Task details> Using the records that follow, tally the lines containing the word "data" and state only the count.

Input>
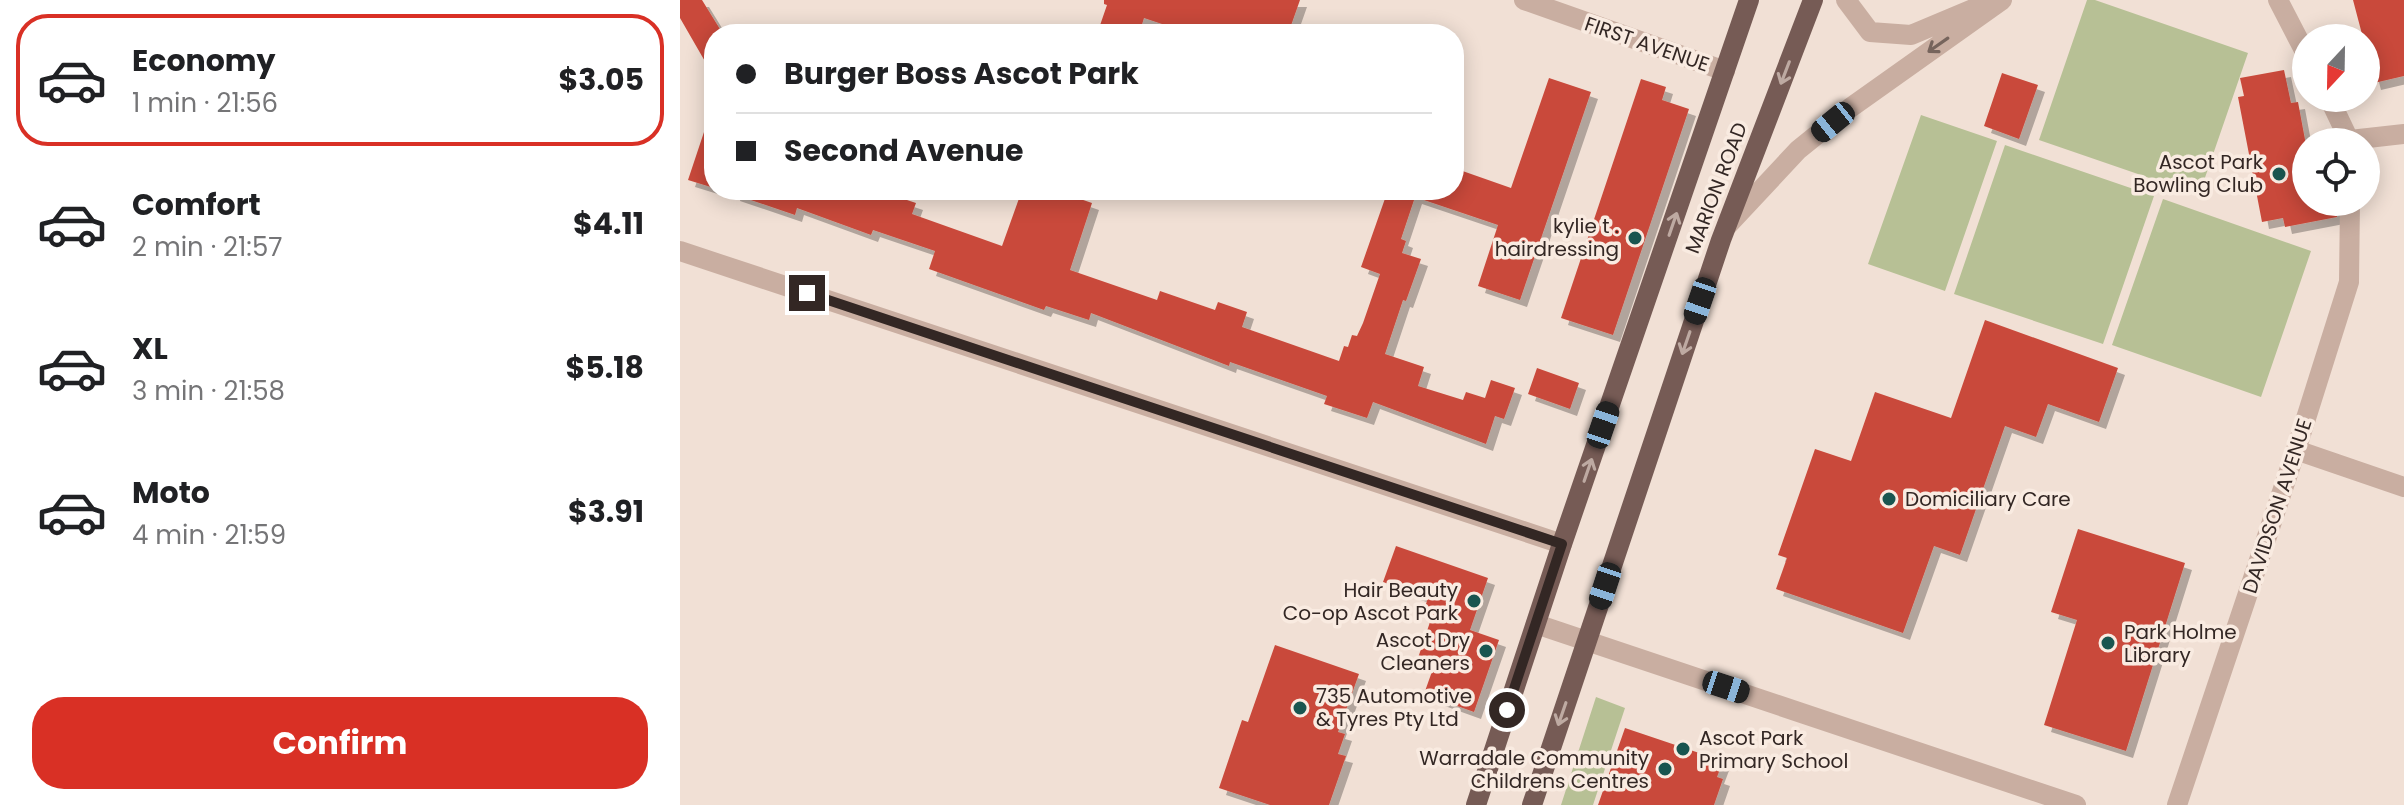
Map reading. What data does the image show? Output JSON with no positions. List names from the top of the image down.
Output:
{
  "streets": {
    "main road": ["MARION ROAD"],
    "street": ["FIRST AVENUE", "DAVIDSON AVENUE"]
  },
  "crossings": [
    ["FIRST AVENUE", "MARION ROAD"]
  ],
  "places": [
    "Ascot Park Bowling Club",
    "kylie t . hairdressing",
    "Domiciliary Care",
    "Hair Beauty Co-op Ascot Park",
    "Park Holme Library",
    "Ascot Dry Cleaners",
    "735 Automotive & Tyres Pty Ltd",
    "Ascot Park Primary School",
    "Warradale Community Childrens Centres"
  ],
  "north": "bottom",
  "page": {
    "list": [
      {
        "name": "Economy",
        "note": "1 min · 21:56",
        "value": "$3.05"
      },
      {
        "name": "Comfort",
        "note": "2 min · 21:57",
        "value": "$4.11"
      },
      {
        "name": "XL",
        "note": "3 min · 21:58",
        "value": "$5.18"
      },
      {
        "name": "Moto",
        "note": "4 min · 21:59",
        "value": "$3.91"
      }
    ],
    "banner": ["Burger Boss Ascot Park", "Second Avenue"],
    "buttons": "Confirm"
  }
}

* * *

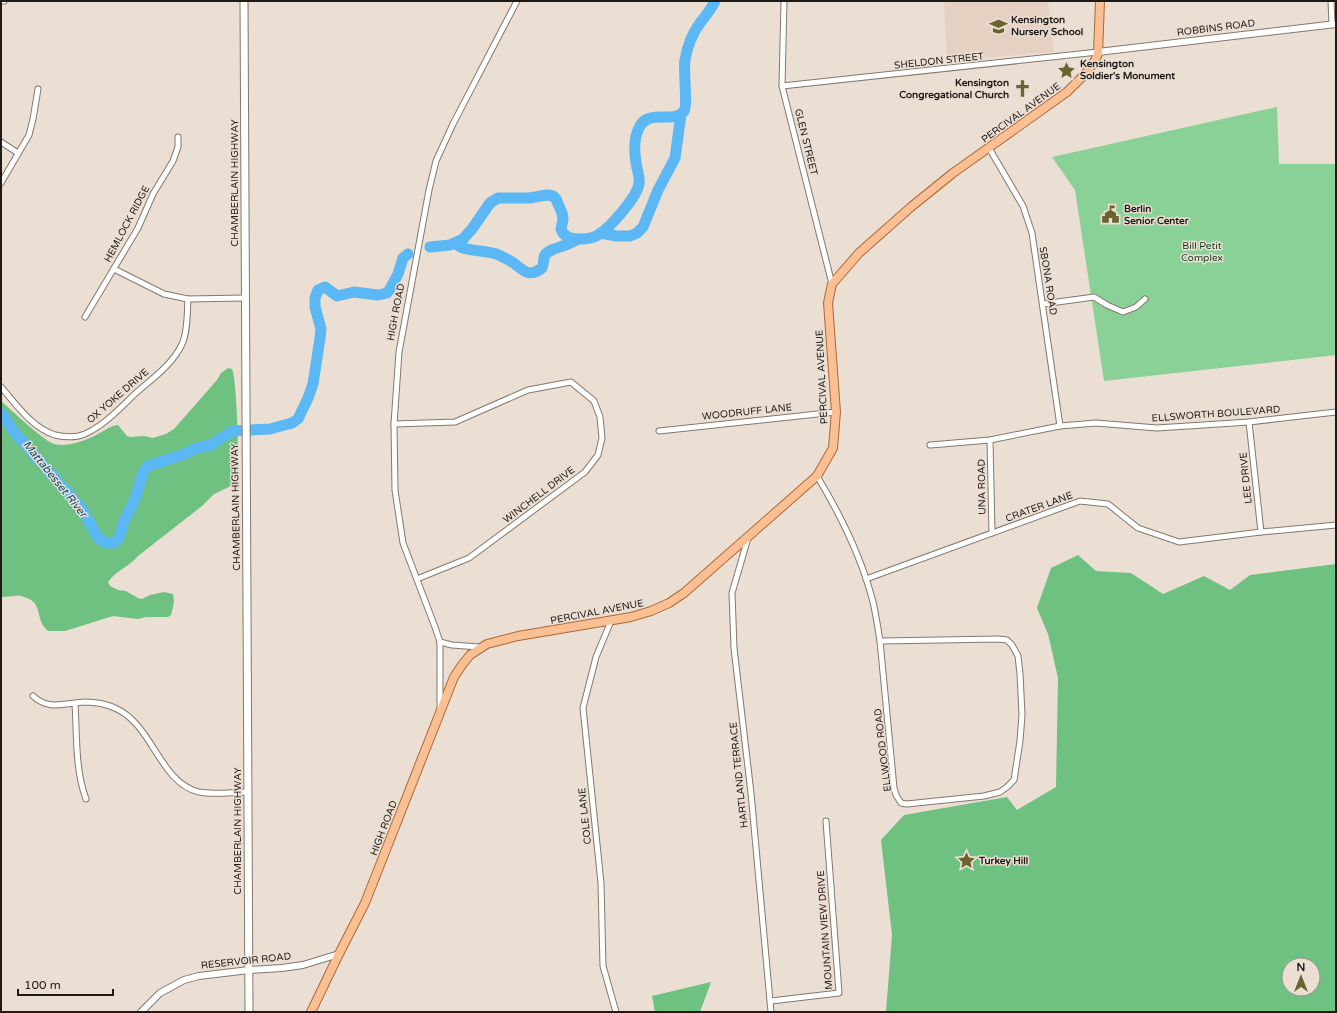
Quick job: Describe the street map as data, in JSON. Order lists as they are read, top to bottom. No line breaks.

Task result> 2